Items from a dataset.
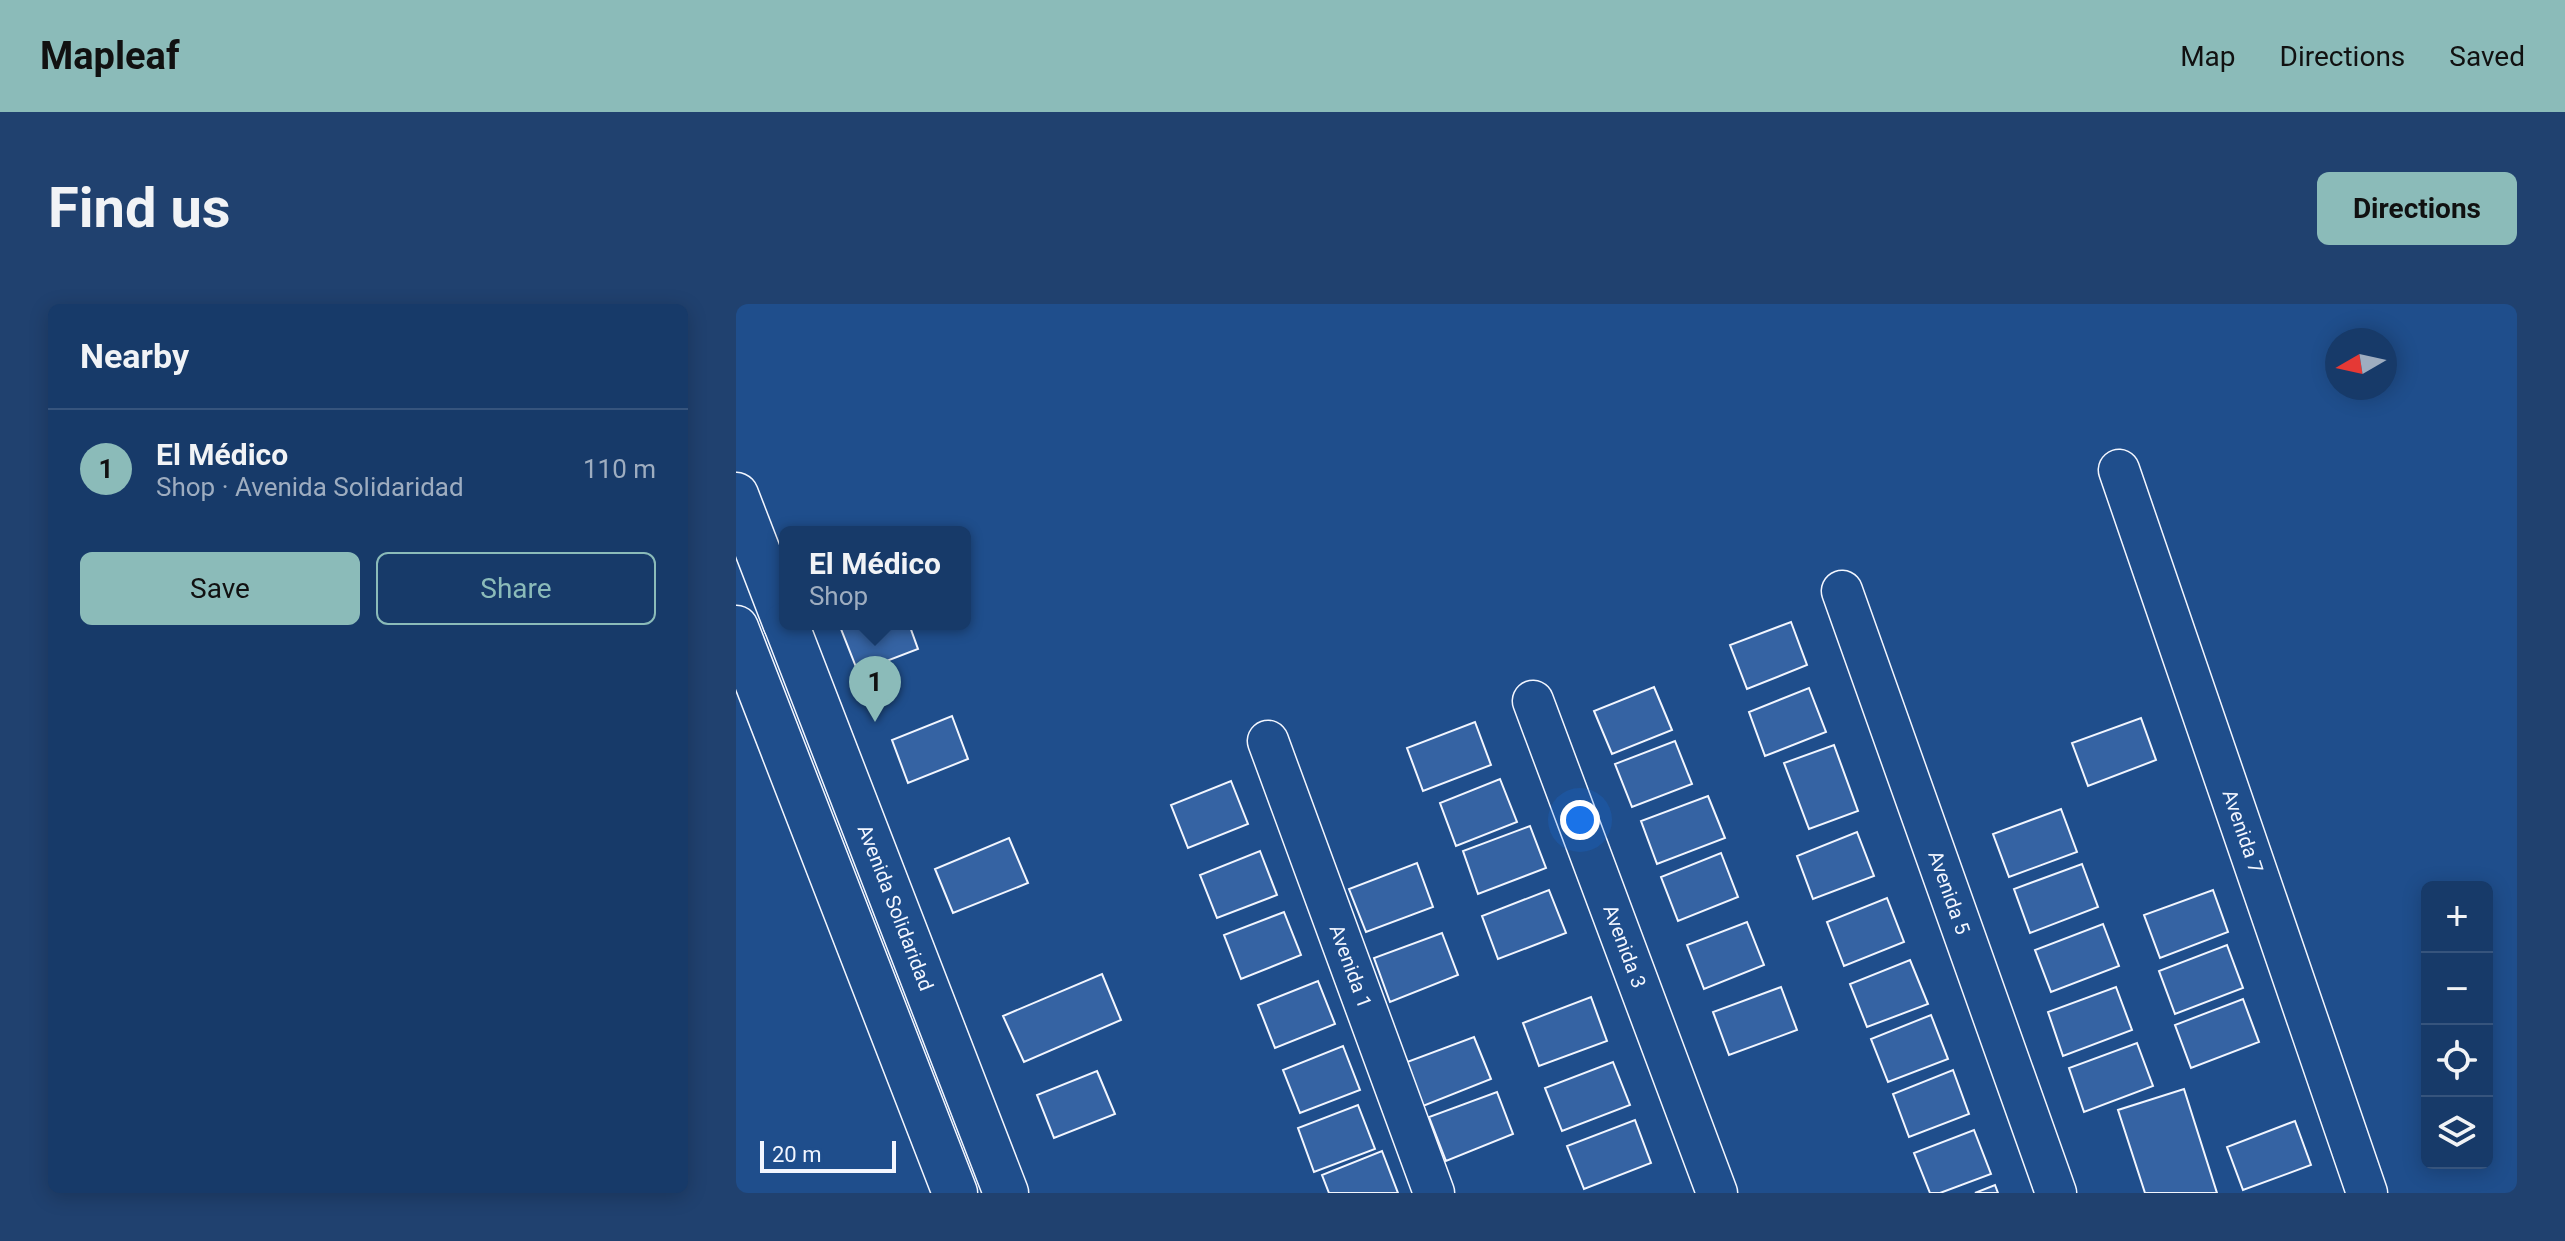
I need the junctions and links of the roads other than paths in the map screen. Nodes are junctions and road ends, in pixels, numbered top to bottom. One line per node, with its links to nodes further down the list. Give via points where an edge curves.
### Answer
1 (2119, 470): 14 (street, Avenida 7)
2 (736, 495): 4 (main road, Avenida Solidaridad)
3 (1842, 591): 13 (street, Avenida 5)
4 (779, 605)
5 (736, 628): 9 (main road)
6 (789, 630): 10 (main road, Avenida Solidaridad)
7 (1533, 701): 12 (street, Avenida 3)
8 (1268, 741): 11 (street, Avenida 1)
9 (955, 1193)
10 (1006, 1193)
11 (1434, 1193)
12 (1717, 1193)
13 (2056, 1193)
14 (2367, 1193)

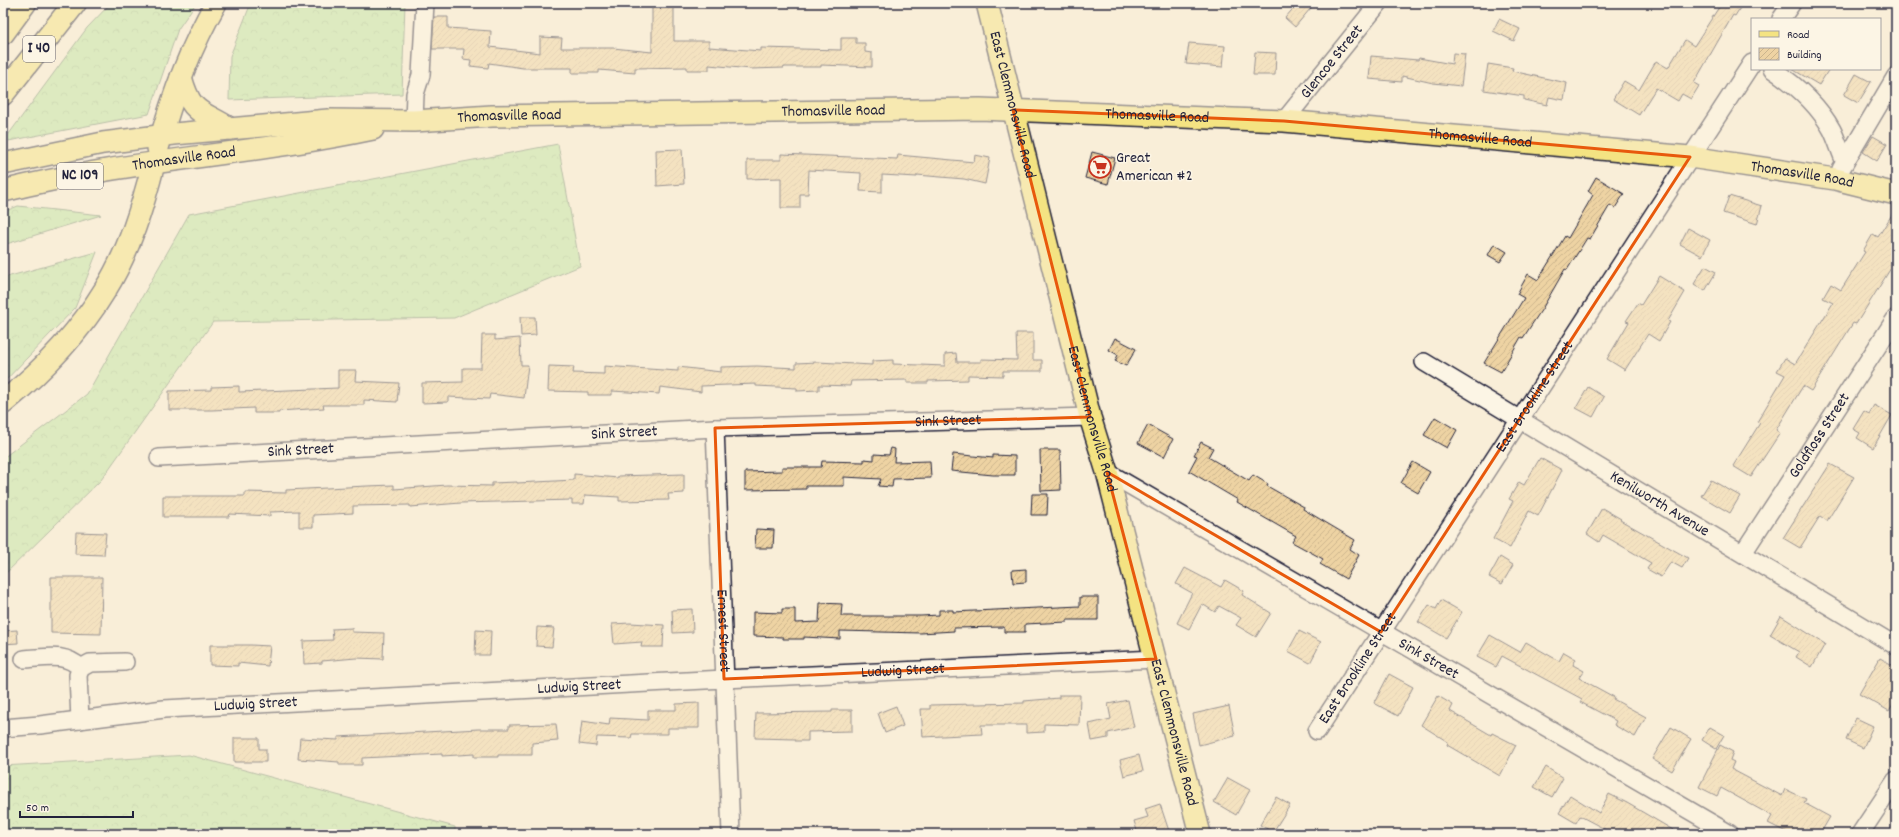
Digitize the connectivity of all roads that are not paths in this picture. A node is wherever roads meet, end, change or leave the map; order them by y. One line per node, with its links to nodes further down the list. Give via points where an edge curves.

Exercise prompt.
How many lines of the entries above contain the word "down"? Give the number alone.

Answer section.
2